Daverave, I'm trepidatious about sending these in a pm for fear of it not going through as an attachment. So here is the original 10 year old ref front view, as well as the .Ma file. You can use the 3/4 view I opened this thread with for the other reference as it's what I did. Thanks heaps. Below are the new images from this morning's work after the ref image... which again, is a terrible terrible drawing...
A few little things that I see (you may still be working on them, but stuff that looks a bit off to me at the moment)
Why do you need caustics? Nothing in there really would warrant them. No light is passing through an object, and casting onto another. Refraction, sure, but I don't think there would be any visible different with caustics on or off.
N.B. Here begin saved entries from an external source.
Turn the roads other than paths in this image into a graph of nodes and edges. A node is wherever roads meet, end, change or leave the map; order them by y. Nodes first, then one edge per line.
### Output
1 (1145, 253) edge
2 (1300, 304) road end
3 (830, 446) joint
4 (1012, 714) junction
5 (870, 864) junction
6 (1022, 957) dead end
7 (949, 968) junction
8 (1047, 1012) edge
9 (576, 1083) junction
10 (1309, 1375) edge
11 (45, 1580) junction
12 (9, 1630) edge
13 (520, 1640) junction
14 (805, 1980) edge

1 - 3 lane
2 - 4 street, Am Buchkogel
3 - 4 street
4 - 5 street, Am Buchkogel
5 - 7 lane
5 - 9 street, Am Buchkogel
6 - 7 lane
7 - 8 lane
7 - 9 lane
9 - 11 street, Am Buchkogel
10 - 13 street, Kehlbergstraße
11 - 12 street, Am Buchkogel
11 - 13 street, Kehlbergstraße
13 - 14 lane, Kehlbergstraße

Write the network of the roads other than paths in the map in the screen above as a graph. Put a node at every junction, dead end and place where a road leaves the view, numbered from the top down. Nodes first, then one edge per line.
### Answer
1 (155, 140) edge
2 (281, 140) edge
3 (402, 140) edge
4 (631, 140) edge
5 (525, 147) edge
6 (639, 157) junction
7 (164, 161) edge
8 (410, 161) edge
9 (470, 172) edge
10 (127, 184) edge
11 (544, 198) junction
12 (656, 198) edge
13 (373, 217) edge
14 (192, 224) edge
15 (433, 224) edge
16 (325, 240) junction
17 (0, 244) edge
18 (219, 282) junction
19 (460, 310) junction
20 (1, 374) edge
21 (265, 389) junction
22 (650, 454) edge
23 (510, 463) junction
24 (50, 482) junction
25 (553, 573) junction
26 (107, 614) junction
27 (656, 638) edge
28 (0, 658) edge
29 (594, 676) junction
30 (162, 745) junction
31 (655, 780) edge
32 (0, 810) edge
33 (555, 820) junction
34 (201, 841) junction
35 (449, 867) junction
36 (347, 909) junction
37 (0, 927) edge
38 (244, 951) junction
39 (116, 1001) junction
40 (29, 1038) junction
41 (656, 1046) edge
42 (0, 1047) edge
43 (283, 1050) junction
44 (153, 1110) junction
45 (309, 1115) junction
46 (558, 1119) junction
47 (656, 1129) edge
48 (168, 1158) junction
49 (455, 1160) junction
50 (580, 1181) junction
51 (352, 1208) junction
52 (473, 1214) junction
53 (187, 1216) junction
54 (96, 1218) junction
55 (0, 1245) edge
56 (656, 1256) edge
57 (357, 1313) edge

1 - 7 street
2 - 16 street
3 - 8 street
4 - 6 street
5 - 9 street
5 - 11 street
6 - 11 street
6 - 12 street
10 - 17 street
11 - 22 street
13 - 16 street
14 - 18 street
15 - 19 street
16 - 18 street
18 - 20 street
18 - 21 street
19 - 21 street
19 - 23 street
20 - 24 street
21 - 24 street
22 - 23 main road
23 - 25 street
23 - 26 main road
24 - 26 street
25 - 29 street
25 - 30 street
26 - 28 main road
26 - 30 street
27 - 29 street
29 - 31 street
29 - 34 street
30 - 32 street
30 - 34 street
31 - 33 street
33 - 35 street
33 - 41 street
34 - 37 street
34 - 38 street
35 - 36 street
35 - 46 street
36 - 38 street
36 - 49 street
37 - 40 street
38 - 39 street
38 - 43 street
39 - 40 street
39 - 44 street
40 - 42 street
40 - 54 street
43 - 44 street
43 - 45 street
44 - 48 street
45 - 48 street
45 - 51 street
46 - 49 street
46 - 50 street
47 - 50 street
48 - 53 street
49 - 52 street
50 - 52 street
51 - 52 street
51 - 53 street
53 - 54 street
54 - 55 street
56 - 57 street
Plus it will speed up your render.
The elbow shader looks way too shiny. The brass looks to me like a really polished bowling ball. You should also texture the spec map so it doesn't look like a perfect mirror. You should also take a look into gamma correcting your file textures. Since all renderers expect things to be in linear color space, and most images we see on our screens are in sRGB space, you need to convert them. You can do this through Maya's color space workflow. Look up "linear workflow with maya" for more.
The glow looks way too strong. Glow is usually added in post, and not in your 3d render, as it's faster to tweak. The quality is usually better as well.